Review Summary: Terra Tenebrosa are onto something tantalizing and sinister.
There’s something about three dudes in black capes and demon masks that just never gets old. It really should, but it doesn’t as long as they've got the music to back it up. In stark contrast to Swedish compatriot Ghost’s tongue-in-cheek doctrine, Terra Tenebrosa legitimately gives the creeps with its genre-defying attack and macabre imagery. The trio came together in 2009 from the ashes of post-hardcore outfit Breach and delivered a promising debut, but it’s on their sophomore effort that they’ve laid claim to territory all their own. Full of distorted chants and screams, paranoia-inducing machine noises, and all sorts of other bizarre sounds,
The Purging is a tour de force in unsettling songcraft.
The band members go by the names The Cuckoo (yes, that’s actually the vocalist’s pseudonym), Risperdal, and Hibernal, and no one on the outside really knows who does what. Multi-part songs like “Black Pearl in a Crystalline Shell” and “The Nucleus Turbine” ride on claustrophobic atmospheres dominated by growled lyrics and turbulent drumming that borders on industrial in nature. More straightforward pieces keep the album grounded, with “House of Flesh” the most notable departure as it blasts through a three-minute runtime like Ministry in a house of horrors. Putting any sort of label on
The Purging is basically futile, as each song takes pieces of noise, black metal, doom, post-rock, and totally indescribable elements (see: “At the Foot of the Tree”) and mashes them into a concoction that evokes Meshuggah in equal turn with Bathory’s immortal “Odens Ride Over Nordland.”

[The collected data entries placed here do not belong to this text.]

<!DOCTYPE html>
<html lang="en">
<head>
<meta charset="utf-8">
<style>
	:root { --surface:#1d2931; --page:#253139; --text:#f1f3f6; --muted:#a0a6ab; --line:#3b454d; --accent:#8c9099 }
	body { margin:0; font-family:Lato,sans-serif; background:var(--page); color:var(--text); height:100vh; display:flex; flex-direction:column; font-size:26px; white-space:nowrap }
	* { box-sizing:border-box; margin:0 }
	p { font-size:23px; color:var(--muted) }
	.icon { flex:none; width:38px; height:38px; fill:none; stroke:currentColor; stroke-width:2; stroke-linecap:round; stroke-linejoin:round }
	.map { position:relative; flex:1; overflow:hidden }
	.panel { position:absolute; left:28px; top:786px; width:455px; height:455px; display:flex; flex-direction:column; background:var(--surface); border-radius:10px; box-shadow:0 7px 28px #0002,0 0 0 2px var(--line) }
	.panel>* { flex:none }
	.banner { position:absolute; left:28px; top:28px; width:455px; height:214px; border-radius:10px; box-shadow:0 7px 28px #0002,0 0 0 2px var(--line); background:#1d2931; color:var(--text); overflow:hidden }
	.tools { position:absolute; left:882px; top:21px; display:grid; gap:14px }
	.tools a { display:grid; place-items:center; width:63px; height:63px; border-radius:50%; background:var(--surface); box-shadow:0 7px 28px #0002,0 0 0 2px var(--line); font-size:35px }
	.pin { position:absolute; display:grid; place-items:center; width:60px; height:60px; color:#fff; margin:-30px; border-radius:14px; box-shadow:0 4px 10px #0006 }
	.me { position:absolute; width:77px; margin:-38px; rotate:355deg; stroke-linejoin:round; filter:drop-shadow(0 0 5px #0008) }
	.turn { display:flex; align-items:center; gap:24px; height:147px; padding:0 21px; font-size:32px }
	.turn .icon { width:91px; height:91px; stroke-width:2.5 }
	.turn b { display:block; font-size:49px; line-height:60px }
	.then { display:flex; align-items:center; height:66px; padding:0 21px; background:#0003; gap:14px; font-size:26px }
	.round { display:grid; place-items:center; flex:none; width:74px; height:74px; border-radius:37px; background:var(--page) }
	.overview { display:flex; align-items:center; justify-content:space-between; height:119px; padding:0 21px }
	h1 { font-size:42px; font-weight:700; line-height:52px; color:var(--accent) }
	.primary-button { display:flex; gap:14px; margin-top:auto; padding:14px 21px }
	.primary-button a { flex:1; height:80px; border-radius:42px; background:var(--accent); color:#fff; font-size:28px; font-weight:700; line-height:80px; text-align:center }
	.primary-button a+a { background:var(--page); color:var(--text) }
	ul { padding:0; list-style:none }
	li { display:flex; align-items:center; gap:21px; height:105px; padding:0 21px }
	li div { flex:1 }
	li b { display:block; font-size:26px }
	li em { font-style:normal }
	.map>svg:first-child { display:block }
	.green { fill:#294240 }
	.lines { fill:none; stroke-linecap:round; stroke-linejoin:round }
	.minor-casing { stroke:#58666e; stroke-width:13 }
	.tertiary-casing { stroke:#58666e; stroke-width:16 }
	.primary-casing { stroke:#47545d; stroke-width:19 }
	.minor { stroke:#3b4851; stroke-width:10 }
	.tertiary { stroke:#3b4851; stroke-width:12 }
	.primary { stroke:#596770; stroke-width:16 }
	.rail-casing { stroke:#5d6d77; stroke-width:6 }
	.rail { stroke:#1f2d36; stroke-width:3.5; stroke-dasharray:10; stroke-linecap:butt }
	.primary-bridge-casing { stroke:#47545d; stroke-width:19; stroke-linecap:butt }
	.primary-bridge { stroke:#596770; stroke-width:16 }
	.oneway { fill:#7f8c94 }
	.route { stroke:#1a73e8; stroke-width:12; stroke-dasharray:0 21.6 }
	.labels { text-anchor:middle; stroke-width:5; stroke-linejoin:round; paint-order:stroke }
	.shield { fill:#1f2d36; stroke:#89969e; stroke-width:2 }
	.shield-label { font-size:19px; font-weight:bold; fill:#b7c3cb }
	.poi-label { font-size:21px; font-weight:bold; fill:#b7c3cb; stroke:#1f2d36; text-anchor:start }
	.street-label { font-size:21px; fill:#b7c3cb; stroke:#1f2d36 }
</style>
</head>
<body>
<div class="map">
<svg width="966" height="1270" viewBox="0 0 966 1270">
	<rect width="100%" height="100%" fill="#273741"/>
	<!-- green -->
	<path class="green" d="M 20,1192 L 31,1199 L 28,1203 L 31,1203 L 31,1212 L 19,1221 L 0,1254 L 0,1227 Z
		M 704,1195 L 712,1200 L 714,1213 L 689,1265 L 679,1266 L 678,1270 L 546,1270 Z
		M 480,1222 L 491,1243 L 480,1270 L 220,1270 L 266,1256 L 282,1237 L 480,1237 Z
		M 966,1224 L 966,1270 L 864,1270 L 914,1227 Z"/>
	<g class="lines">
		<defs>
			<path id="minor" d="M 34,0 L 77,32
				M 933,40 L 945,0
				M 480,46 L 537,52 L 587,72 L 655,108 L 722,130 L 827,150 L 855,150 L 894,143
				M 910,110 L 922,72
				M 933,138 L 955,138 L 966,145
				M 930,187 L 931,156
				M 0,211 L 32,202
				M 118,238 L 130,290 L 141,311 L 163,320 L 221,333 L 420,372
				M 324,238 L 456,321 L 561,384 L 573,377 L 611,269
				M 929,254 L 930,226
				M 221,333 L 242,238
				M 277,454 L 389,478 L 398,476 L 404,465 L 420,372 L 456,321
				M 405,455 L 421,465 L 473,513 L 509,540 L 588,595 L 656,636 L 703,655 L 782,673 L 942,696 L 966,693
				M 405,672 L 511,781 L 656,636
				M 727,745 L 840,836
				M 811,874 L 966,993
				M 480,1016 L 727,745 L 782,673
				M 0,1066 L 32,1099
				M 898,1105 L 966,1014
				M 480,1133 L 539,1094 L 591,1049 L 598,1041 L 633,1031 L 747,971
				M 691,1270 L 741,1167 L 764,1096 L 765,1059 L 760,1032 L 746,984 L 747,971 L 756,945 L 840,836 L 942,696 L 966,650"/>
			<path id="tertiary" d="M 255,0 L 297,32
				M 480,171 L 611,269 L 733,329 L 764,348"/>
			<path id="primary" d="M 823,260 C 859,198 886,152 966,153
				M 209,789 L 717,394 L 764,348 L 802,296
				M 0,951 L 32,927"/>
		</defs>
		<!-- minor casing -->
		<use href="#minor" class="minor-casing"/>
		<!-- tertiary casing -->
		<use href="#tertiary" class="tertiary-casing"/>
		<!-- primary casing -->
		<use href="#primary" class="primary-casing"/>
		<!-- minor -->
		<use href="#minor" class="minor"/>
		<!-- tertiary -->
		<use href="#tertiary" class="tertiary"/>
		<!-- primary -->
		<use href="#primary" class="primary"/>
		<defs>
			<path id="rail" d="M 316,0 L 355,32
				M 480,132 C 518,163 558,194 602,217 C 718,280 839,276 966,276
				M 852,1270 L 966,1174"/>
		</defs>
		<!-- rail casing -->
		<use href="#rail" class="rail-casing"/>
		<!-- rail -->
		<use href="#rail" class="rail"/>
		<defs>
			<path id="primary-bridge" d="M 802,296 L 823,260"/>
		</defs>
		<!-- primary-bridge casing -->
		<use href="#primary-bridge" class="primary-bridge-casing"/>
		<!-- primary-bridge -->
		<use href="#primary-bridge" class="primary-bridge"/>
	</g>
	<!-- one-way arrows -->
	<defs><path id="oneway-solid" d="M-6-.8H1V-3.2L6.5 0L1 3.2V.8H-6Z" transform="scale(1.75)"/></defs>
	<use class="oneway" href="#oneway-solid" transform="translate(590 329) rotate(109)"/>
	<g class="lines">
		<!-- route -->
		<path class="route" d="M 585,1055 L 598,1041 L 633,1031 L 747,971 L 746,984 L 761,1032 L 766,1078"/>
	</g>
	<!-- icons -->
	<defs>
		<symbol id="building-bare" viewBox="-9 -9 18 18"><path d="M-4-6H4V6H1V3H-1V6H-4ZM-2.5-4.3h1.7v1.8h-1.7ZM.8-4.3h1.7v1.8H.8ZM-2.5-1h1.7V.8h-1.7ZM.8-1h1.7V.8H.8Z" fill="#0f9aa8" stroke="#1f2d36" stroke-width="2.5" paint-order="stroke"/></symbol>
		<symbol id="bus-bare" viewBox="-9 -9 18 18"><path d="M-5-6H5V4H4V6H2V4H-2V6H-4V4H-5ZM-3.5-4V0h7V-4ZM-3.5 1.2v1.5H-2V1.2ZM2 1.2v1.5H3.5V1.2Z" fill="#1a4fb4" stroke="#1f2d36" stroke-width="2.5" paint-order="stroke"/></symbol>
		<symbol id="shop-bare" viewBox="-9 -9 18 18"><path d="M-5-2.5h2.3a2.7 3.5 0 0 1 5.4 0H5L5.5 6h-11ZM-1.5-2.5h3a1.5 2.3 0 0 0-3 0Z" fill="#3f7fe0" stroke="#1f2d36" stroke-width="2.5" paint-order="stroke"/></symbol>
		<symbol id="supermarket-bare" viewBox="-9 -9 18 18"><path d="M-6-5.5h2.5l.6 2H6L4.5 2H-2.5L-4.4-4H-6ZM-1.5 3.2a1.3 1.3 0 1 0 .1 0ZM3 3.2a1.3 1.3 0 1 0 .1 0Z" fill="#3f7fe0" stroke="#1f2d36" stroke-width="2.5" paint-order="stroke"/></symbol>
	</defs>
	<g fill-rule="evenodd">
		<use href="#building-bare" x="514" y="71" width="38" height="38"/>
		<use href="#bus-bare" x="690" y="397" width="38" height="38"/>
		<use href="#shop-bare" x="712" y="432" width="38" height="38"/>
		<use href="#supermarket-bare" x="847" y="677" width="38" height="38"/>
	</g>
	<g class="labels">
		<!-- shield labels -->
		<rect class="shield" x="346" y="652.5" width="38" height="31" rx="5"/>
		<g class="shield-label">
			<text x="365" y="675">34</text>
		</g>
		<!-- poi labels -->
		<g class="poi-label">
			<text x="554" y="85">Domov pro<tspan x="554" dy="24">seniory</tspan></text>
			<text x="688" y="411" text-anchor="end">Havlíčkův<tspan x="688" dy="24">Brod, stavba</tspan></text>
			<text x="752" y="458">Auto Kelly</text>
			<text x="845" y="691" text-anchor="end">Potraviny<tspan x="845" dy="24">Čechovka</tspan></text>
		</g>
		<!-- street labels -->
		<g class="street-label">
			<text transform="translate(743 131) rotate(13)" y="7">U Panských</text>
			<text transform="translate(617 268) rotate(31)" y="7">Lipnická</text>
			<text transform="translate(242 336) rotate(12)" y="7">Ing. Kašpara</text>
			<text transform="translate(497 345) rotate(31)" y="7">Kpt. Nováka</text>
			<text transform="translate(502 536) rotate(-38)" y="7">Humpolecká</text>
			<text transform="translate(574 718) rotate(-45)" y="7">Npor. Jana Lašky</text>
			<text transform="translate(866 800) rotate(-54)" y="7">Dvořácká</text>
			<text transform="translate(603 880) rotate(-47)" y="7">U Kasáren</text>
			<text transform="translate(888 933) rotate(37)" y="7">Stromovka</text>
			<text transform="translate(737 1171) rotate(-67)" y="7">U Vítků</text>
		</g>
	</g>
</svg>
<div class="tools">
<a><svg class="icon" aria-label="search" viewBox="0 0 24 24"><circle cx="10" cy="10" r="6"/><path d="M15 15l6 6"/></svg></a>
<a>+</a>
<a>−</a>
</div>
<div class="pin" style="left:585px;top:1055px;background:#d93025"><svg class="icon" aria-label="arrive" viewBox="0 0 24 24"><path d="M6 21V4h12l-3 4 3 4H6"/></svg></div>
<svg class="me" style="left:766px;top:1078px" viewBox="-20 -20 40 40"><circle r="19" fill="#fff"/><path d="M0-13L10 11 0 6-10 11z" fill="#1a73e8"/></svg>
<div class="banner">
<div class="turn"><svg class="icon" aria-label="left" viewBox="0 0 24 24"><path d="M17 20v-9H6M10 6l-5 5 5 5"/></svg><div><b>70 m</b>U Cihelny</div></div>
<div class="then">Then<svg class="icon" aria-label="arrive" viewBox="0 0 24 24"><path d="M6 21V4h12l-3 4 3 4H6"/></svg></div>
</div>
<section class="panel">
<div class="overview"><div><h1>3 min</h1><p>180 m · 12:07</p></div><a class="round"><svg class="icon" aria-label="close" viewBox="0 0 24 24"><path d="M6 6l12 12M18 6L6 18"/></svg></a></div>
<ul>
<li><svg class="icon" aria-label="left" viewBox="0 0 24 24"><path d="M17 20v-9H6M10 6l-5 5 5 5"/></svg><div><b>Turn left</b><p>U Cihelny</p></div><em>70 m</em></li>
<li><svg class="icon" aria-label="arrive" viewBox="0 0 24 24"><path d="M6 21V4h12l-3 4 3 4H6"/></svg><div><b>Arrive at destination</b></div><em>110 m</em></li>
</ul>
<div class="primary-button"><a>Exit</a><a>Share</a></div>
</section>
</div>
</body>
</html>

Terra Tenebrosa’s organization of the whole exercise (
see related: exorcise) is key. “The Redeeming Teratoma” opens with two minutes of fuzzy synthesizer surrounded by horror-movie soundtrack noises, then decompresses into the shifting polyrhythms of “The Compression Chamber” to jump-start the album. On the other end, “Disintegration” restores order after some creepy instrumental chicanery with a more straightforward structure, rising from a hollowed-out bridge to a huge climax of layered guitar harmonies and vocals that blend seamlessly into howling wind. It must have taken a staggering amount of samples and tracks to assemble these pieces, but the overall sound is remarkably balanced – each heavily-panned vocalization has a counterpart; every guitar wail and radio broadcast sample seems to occupy its own niche within the wall of sound. Whoever mixed and produced the album deserves an award (it’s not like anyone involved with the Grammys will ever hear it).
The most remarkable thing about
The Purging is how it manages not to overwhelm despite its turbulence and nebulous composition. Songs fade in and out, pummeling riffs come and go, and the whole affair wraps up in a tidy 47 minutes without once becoming stale. Crafting an album like
The Purging is a tricky affair, but Terra Tenebrosa weaves its incendiary compositions to maximum effect and makes sure that no element outstays its welcome. That, perhaps more than anything, is what leads to the success of
The Purging, an album that implies that not only is the well is still plenty deep, but the best may be yet to come.